■ Work request
Keyword search on "hand": report each line of the records that contains it.

■ Stored data
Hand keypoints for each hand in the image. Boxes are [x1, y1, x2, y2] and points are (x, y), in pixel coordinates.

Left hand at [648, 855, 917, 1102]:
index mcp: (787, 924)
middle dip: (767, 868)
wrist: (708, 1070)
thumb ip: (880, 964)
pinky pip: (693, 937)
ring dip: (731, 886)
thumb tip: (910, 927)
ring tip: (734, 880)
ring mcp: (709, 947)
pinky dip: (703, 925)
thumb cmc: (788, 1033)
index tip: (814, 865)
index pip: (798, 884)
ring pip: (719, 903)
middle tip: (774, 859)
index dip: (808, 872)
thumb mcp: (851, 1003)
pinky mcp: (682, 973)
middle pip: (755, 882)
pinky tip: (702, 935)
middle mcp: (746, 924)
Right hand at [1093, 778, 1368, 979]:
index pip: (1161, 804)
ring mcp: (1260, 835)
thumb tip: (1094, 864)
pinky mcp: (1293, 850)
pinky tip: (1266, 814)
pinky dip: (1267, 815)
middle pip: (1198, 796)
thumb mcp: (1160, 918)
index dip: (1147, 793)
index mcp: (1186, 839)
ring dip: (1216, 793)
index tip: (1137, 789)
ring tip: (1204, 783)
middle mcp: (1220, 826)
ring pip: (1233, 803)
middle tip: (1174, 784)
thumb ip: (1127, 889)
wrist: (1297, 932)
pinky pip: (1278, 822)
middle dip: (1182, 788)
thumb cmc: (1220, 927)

* * *

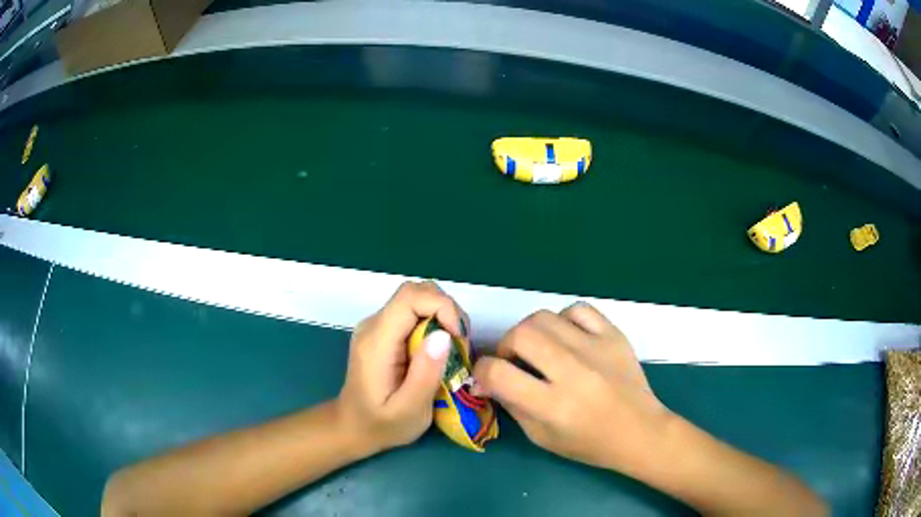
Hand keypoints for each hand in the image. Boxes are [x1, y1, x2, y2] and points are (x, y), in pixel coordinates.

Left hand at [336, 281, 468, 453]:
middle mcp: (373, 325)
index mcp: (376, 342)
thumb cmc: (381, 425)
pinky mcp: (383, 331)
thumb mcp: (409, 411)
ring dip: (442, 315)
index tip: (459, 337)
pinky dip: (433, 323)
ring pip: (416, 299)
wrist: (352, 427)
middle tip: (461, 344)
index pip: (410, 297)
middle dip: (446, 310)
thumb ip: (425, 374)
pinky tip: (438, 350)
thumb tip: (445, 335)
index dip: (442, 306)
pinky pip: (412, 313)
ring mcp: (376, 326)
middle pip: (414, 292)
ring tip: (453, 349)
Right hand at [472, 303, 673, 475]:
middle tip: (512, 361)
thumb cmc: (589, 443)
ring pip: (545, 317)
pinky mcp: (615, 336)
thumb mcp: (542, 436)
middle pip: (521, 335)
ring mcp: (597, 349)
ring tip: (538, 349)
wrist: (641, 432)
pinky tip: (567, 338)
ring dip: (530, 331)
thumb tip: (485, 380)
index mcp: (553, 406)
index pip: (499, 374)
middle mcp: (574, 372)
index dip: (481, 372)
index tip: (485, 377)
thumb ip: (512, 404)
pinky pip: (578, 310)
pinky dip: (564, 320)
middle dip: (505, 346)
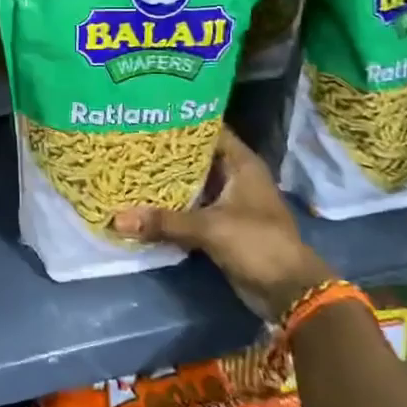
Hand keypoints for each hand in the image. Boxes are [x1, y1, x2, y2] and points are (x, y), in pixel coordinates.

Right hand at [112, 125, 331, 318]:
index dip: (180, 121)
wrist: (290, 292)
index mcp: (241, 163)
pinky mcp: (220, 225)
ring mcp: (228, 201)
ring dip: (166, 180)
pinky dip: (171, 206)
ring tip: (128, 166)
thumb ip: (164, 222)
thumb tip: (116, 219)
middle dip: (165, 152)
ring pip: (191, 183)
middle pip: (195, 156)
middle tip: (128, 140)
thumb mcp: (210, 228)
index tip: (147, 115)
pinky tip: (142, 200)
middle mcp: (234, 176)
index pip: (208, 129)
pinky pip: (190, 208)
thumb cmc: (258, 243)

■ Answer for this exercise
Hand keypoints for each hand in the image. Boxes are [x1, y1, x2, y2] and points are (x, y), in pixel coordinates.
Left hand at [648, 855, 917, 1102]:
Right hand at [1093, 778, 1368, 979]:
Hand keypoints for each hand in the image. Boxes are [x1, y1, x2, y2] and points are (x, y), in pixel coordinates.
Left hand at [336, 281, 468, 453]:
Right hand at [472, 303, 673, 475]:
Hand keypoints for each hand in the image. Boxes are [x1, y1, x2, y2] and points are (x, y), in pixel coordinates.
Right hand at [112, 125, 331, 318]:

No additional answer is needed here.